**What is required:**
Take from the material every line containing the string "graph" and copy it.

[Data for the task — start]

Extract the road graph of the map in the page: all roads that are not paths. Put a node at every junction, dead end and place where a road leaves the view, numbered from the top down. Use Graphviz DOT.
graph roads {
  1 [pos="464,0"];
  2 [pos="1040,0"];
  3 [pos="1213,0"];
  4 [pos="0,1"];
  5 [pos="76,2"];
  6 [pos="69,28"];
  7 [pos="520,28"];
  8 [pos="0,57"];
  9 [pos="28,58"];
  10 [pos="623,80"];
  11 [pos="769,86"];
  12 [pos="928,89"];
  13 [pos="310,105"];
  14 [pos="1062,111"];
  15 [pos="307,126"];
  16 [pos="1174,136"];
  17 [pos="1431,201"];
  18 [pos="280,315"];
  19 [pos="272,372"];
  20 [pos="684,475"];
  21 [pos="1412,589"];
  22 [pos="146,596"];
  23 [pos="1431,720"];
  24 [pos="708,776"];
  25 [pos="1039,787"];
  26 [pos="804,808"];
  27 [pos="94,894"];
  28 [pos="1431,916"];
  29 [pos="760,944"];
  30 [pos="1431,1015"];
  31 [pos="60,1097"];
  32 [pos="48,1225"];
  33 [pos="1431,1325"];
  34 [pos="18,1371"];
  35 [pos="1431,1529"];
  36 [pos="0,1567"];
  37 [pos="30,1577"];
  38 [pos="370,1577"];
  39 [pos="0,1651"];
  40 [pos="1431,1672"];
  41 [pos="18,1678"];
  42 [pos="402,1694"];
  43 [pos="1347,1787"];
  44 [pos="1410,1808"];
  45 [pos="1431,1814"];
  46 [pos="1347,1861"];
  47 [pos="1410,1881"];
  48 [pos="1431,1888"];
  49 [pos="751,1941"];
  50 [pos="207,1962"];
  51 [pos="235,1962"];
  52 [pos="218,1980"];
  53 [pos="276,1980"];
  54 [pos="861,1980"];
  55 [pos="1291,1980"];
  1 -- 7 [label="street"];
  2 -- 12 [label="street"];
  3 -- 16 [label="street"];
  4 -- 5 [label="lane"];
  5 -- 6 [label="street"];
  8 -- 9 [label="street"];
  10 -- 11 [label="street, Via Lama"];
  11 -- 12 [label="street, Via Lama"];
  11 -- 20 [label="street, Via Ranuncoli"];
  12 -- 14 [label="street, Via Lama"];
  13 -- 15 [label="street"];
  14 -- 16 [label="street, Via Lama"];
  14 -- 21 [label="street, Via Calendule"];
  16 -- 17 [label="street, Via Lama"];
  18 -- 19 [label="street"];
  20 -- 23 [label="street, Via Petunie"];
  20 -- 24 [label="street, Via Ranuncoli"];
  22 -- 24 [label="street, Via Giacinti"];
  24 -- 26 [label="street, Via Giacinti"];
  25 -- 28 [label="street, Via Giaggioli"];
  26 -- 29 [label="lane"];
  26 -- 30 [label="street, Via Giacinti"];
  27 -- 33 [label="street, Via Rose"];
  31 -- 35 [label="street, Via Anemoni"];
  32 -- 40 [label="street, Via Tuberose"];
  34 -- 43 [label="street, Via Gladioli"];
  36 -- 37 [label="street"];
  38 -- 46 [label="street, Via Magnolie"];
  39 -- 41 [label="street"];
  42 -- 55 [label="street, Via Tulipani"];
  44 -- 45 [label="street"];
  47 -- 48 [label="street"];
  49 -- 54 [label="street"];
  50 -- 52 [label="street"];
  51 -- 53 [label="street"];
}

[Data for the task — finish]

**Your response:**
Extract the road graph of the map in the page: all roads that are not paths. Put a node at every junction, dead end and place where a road leaves the view, numbered from the top down. Use Graphviz DOT.
graph roads {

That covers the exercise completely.